EXERCISE DETAILS
Which lines of the data contain the string "joint"? Copy every one.

RECORDS FOR THE TASK
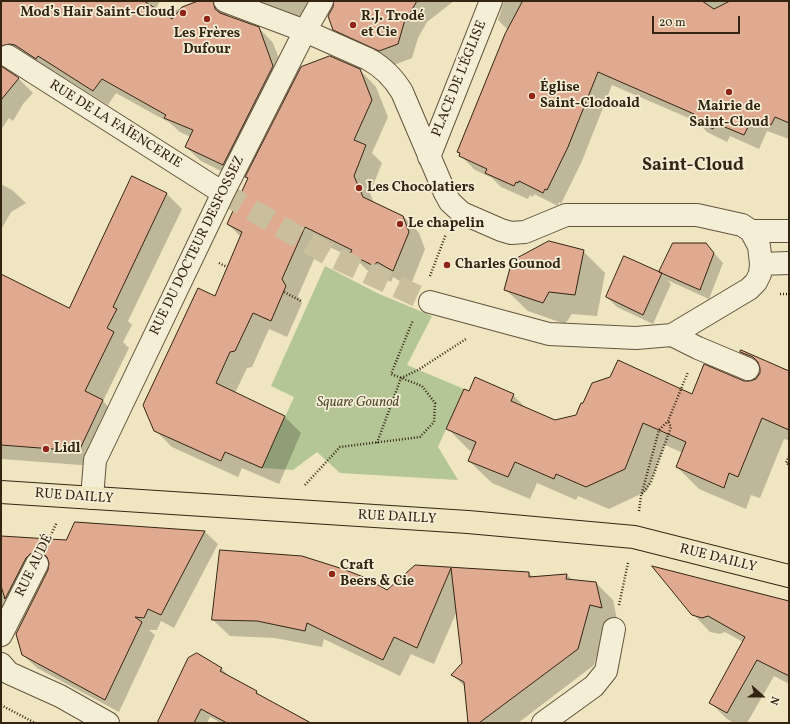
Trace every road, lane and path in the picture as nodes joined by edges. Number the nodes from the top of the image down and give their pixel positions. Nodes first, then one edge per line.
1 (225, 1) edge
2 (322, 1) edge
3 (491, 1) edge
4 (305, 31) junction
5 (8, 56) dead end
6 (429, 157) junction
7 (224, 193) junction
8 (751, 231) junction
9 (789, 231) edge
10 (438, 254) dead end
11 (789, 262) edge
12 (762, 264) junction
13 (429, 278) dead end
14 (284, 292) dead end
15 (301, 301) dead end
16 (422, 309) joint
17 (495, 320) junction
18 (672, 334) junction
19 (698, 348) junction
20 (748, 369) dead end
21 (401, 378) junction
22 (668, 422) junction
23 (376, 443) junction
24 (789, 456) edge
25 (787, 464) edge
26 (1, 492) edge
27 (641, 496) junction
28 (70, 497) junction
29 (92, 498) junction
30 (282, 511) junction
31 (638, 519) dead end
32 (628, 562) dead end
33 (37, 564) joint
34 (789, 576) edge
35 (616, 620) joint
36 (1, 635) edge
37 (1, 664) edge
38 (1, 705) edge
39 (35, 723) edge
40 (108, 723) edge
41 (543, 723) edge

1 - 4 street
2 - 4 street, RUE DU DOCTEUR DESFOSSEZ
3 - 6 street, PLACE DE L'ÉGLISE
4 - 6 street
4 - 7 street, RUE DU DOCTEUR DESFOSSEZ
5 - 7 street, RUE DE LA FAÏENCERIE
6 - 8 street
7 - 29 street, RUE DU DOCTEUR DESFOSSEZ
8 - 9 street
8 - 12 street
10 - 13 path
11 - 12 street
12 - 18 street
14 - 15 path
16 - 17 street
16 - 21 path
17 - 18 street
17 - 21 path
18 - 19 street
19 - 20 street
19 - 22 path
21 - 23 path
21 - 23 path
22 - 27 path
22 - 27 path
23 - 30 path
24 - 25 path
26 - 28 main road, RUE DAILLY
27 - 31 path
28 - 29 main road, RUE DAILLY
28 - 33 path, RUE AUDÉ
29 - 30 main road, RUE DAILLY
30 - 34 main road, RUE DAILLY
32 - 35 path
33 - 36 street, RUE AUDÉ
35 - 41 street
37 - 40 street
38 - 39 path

* * *

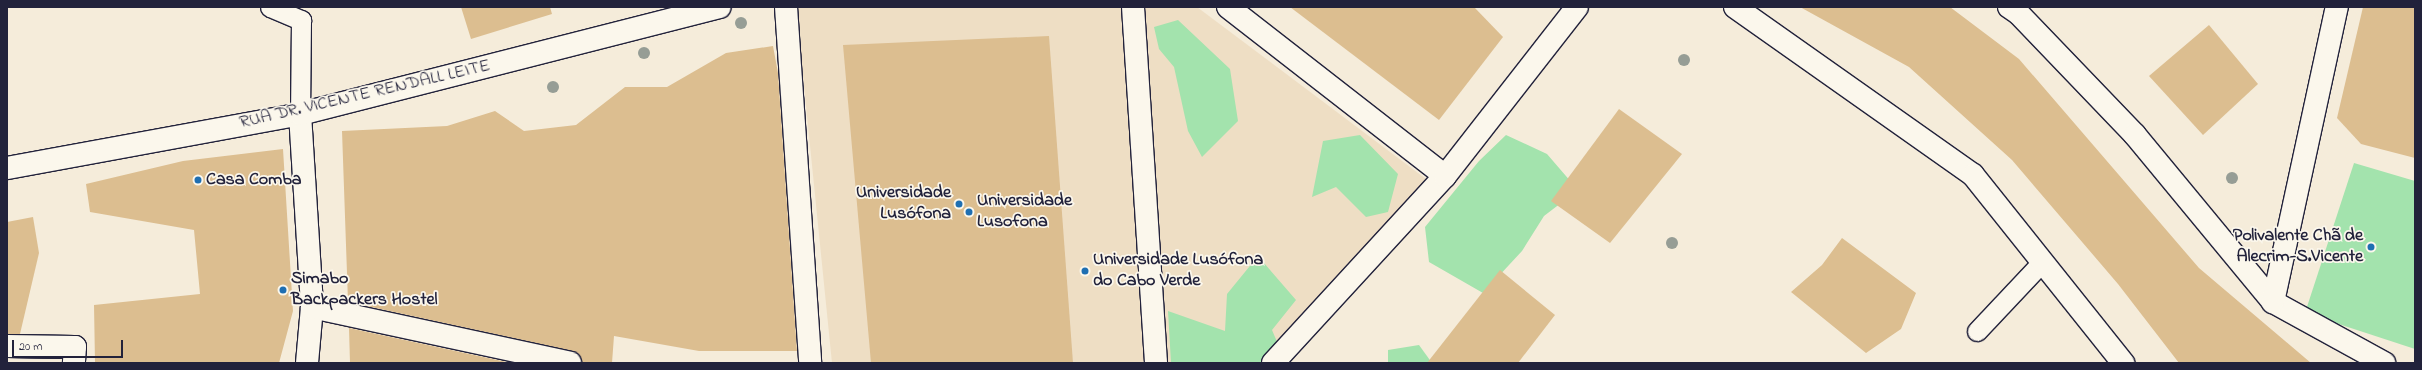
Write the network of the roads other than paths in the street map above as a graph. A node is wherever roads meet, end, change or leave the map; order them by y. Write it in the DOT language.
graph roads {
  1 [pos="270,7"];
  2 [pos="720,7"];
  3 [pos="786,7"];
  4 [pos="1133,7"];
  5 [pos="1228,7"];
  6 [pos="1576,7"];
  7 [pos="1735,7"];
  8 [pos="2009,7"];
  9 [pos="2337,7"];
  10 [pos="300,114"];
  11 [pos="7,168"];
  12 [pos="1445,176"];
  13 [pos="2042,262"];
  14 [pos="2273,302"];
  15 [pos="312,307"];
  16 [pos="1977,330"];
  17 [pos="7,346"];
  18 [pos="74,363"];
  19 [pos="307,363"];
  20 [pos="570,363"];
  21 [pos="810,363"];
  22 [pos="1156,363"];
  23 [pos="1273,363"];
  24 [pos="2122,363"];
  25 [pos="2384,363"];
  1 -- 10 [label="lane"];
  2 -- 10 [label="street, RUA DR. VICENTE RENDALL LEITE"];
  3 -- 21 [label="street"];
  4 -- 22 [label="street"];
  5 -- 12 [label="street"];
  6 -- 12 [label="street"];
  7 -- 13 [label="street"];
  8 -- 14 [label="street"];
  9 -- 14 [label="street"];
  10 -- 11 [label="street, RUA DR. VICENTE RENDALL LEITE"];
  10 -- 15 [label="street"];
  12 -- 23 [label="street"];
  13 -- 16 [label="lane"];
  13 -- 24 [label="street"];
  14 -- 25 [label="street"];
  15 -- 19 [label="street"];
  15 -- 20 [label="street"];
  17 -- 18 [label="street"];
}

OUTPUT FOR THIS TASK
16 (422, 309) joint
33 (37, 564) joint
35 (616, 620) joint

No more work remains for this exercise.